Nicolás Maduro Guerra, el heredero político formal


Tras la detención de Nicolás Maduro en el marco de la operación "Resolución Absoluta", una de las principales incógnitas fue el paradero de su hijo que lleva el mismo nombre, conocido popularmente como "Nicolasito".

Nicolás Ernesto Maduro Guerra es el único hijo biológico del expresidente venezolano, fruto de su relación con su primera esposa, Adriana Guerra. Este economista y político de 34 años ha desarrollado una carrera política vinculada al Partido Socialista Unido de Venezuela (PSUV). Ha sido diputado de la Asamblea Nacional por el estado La Guaira, vicepresidente de la Comisión Permanente de Economía, Finanzas y Desarrollo Nacional, miembro de la Asamblea Nacional Constituyente y jefe del Cuerpo Especial de Inspectores de la Presidencia, además de coordinador de la Escuela Nacional de Cine.

Tras la captura de su padre por parte de fuerzas estadounidenses, se convirtió en una de las figuras que buscó transmitir un mensaje de continuidad del régimen. Expresó públicamente en el Parlamento de Venezuela su "apoyo incondicional" a la presidenta interina Delcy Rodríguez, dándole su respaldo político durante la instalación de un nuevo período del Parlamento. En su mensaje, aseguró que Venezuela "está en buenas manos" y manifestó su intención de reencontrarse con su padre, en un gesto interpretado como una señal de disciplina interna y continuidad del madurismo.

Su figura está muy cuestionada a nivel internacional. La fiscal general de Estados Unidos, Pam Bondi, confirmó que Maduro Guerra tiene una acusación formal en el Distrito Sur de Nueva York, que incluye cargos por conspiración para importar cocaína, posesión de ametralladoras y dispositivos destructivos, y otros delitos vinculados a un expediente judicial más amplio que involucra al entorno del exmandatario.

Su perfil representa, para muchos, no sólo la "herencia política" directa de Nicolás Maduro, sino también una pieza clave para mantener la disciplina interna del PSUV, cumpliendo un rol de nexo entre " chavo-madurismo" y una base golpeada por la crisis. "Nicolasito encarna el perfil del oligarca venezolano equivalente al oligarca ruso, que vienen de abajo y les dan cargos importantes en empresas importantísimas y se hacen ricos.
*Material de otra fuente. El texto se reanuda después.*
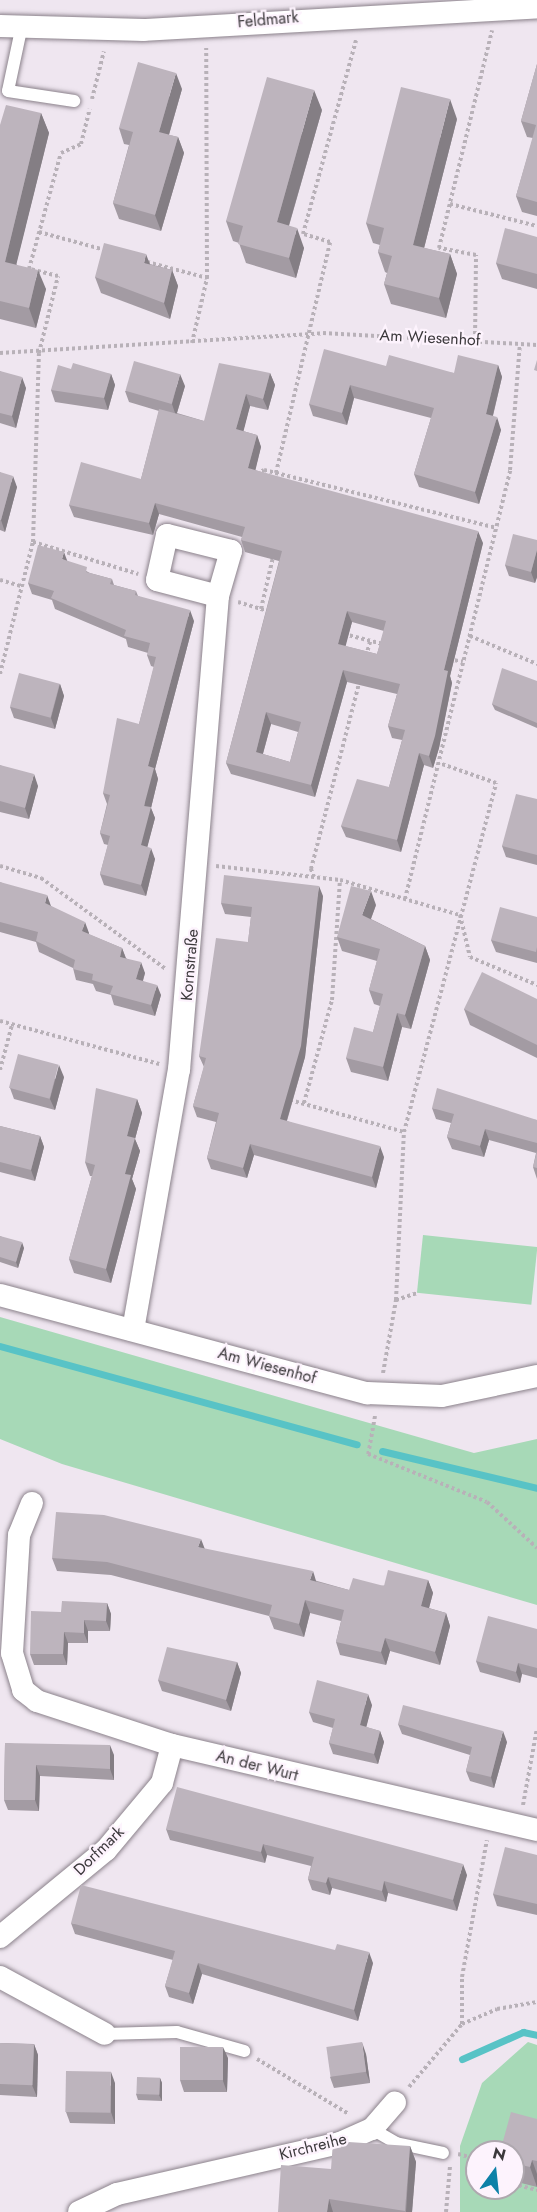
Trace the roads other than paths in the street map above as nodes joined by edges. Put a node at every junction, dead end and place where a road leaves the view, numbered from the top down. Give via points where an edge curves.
1 (537, 7) edge
2 (11, 25) edge
3 (74, 101) dead end
4 (218, 596) junction
5 (0, 1295) edge
6 (132, 1330) junction
7 (537, 1376) edge
8 (32, 1503) dead end
9 (6, 1653) edge
10 (172, 1745) junction
11 (528, 1828) edge
12 (0, 1936) edge
13 (0, 1977) edge
14 (105, 2034) joint
15 (244, 2051) road end
16 (395, 2103) road end
17 (372, 2129) junction
18 (443, 2153) road end
19 (79, 2212) edge

1 - 2 street, Feldmark via 206,26 109,29
2 - 3 lane via 8,91
4 - 4 street, Kornstraße via 156,580 167,535 231,551
4 - 6 street, Kornstraße via 189,985
5 - 6 street, Am Wiesenhof
6 - 7 street, Am Wiesenhof via 378,1402 442,1396
8 - 9 street, An der Wurt via 19,1535
9 - 10 street, An der Wurt via 23,1690 37,1701
10 - 11 street, An der Wurt
10 - 12 street, Dorfmark via 162,1783 106,1850
13 - 14 street
14 - 15 lane via 177,2032
16 - 17 street, Kirchreihe
17 - 18 lane via 396,2143
17 - 19 street, Kirchreihe via 340,2143 117,2194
Mantienen el poder directa e indirectamente gracias también a su poder económico y a sus influencias", dijo al diario El Mundo el politólogo Luis Salamanca, exrector del Consejo Nacional Electoral (CNE).

Daniella Cabello: la figura mediática y estratégica del chavismo


Daniella Cabello, hija del poderoso dirigente chavista Diosdado Cabello y de Marleny Contreras, encarna otro tipo de influencia dentro del poder oficialista. Con 33 años, es presidenta de la Fundación Marca País y, más recientemente, ha destacado como figura con roles visibles en organizaciones estatales y gubernamentales.

Daniella se perfiló como un rostro público del chavismo más joven, participando en programas estatales y eventos oficiales que buscan revitalizar la imagen del proyecto político frente a audiencias nacionales e internacionales. La hija del ministro del Interior tiene una presencia muy activa en redes sociales, tales como TikTok e Instagram, en donde ha recibido varias críticas por mostrar lujos y expresar su apoyo al régimen de Maduro.

En un video difundido en redes sociales hace unos meses, Daniella destacó su apoyo al chavismo, pero no solo eso, aseguró que están preparados para un posible conflicto con Estados Unidos. "Dios está con nosotros, es venezolano y chavista", afirmó, subrayando que se entrenan en tiempos de paz, pero listos para la guerra si es necesario.

Mientras su padre Diosdado Cabello se mantiene como uno de los pilares duros del chavismo, con control sobre sectores clave del Estado y las milicias cercanas al régimen, Daniella representa la proyección simbólica del oficialismo hacia una generación más moderna y dando una cara más joven.